ACTION ITEM -> Keep only the lines of the material below that contain the word "junctions". Copy those lines.

DATA FOR ANALYSIS ->
%%
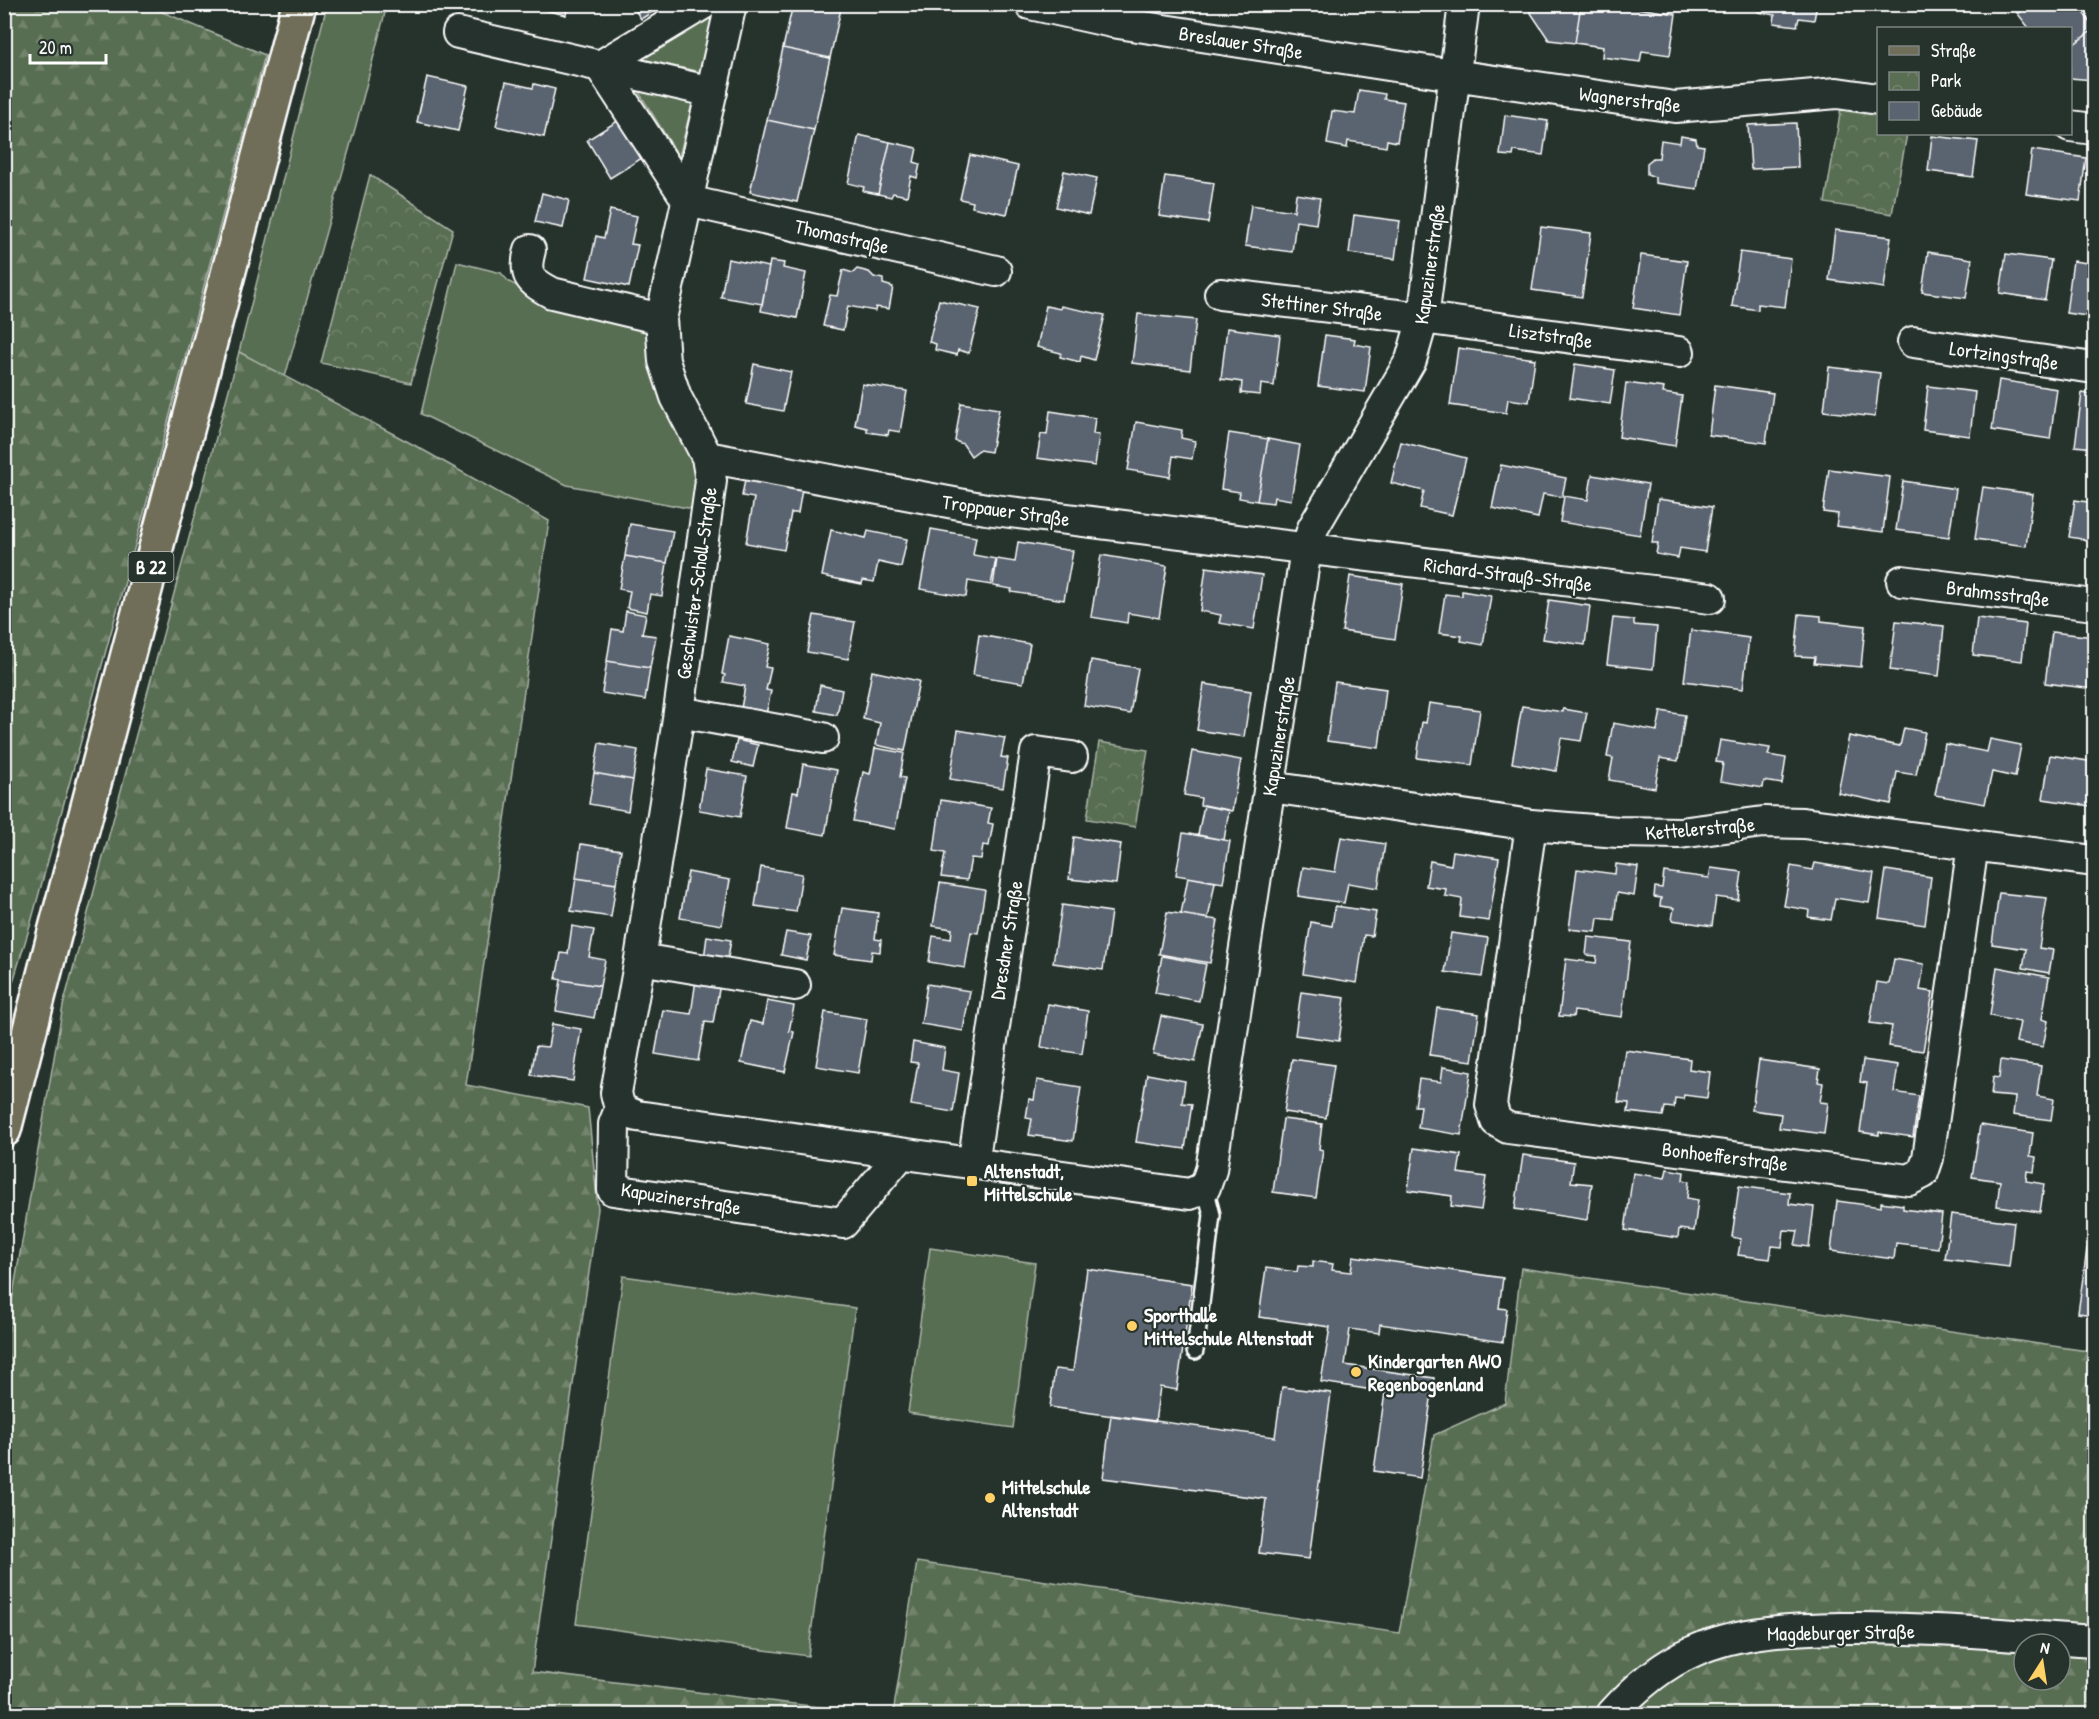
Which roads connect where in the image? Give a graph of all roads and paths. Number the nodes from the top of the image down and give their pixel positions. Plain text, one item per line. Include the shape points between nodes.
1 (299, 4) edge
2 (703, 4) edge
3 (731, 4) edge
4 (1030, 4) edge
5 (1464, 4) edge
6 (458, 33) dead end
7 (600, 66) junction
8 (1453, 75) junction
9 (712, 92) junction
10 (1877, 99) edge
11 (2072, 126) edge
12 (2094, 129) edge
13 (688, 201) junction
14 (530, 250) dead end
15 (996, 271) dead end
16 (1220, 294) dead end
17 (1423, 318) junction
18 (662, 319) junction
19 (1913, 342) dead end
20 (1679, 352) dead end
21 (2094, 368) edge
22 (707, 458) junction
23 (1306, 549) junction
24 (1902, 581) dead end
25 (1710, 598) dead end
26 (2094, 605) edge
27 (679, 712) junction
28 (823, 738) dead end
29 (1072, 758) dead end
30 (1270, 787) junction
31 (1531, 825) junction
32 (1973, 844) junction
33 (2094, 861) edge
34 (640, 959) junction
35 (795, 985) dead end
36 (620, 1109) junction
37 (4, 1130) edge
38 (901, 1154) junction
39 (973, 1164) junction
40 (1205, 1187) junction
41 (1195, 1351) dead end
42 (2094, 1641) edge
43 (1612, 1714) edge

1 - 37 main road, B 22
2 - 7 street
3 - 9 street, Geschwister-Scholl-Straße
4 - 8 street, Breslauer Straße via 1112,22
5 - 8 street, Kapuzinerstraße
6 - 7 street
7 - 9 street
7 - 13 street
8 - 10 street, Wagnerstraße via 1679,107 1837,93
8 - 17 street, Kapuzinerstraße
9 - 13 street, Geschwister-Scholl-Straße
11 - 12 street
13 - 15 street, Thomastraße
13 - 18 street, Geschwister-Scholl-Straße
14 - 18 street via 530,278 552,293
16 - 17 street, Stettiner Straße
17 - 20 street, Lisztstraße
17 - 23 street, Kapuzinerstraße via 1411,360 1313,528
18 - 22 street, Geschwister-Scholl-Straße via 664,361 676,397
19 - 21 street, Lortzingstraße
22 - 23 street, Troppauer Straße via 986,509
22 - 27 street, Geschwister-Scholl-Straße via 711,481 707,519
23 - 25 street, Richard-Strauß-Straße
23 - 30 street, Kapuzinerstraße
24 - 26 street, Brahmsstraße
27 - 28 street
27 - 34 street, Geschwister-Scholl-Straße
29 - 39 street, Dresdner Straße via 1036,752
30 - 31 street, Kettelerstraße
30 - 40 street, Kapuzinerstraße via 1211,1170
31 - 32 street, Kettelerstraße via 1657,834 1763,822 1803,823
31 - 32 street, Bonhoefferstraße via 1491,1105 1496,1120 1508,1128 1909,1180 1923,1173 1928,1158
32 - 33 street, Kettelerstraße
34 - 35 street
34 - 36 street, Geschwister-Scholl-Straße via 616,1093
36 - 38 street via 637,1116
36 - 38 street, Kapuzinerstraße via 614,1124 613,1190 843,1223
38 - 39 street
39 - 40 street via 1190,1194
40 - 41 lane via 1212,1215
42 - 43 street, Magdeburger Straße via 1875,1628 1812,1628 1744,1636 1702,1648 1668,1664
%%
%%
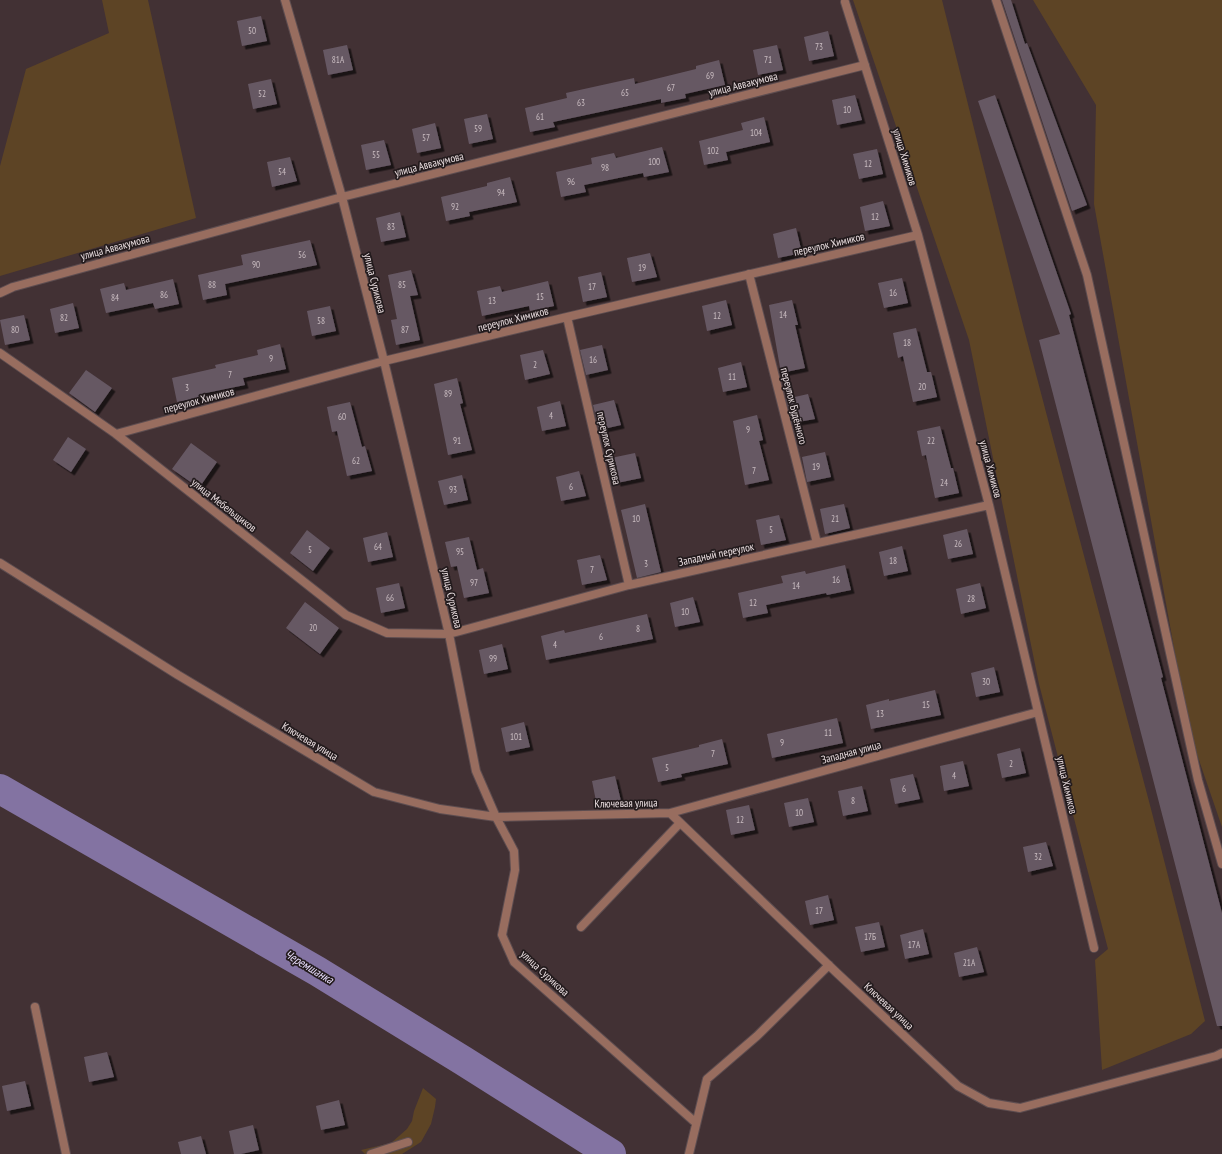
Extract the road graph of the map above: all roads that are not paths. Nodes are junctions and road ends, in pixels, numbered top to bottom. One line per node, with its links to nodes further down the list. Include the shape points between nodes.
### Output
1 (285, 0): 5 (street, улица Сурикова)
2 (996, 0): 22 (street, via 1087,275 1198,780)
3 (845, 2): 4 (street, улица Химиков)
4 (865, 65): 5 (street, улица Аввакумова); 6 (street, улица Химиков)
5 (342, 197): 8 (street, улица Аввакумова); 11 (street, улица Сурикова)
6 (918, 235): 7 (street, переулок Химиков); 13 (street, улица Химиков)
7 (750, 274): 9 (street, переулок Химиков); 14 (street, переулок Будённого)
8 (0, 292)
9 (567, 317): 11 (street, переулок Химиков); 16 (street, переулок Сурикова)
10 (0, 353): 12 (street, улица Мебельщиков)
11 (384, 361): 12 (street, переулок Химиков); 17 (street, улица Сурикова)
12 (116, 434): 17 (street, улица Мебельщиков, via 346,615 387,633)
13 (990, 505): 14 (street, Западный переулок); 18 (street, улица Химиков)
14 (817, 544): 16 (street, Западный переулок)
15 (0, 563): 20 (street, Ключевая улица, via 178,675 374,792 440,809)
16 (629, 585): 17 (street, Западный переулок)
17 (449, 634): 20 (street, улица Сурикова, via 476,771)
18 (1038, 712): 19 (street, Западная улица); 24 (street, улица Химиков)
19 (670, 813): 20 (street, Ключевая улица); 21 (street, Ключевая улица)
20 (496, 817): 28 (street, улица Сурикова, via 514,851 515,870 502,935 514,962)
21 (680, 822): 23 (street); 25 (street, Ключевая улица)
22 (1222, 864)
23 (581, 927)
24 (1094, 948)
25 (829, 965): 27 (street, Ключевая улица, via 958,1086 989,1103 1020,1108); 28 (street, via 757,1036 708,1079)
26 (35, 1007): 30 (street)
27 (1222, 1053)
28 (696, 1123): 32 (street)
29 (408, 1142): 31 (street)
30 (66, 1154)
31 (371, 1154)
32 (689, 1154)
%%
%%
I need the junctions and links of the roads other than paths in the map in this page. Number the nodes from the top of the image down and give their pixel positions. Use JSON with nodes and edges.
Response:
%%
EXERCISE RESULT ->
Extract the road graph of the map above: all roads that are not paths. Nodes are junctions and road ends, in pixels, numbered top to bottom. One line per node, with its links to nodes further down the list. Include the shape points between nodes.
I need the junctions and links of the roads other than paths in the map in this page. Number the nodes from the top of the image down and give their pixel positions. Use JSON with nodes and edges.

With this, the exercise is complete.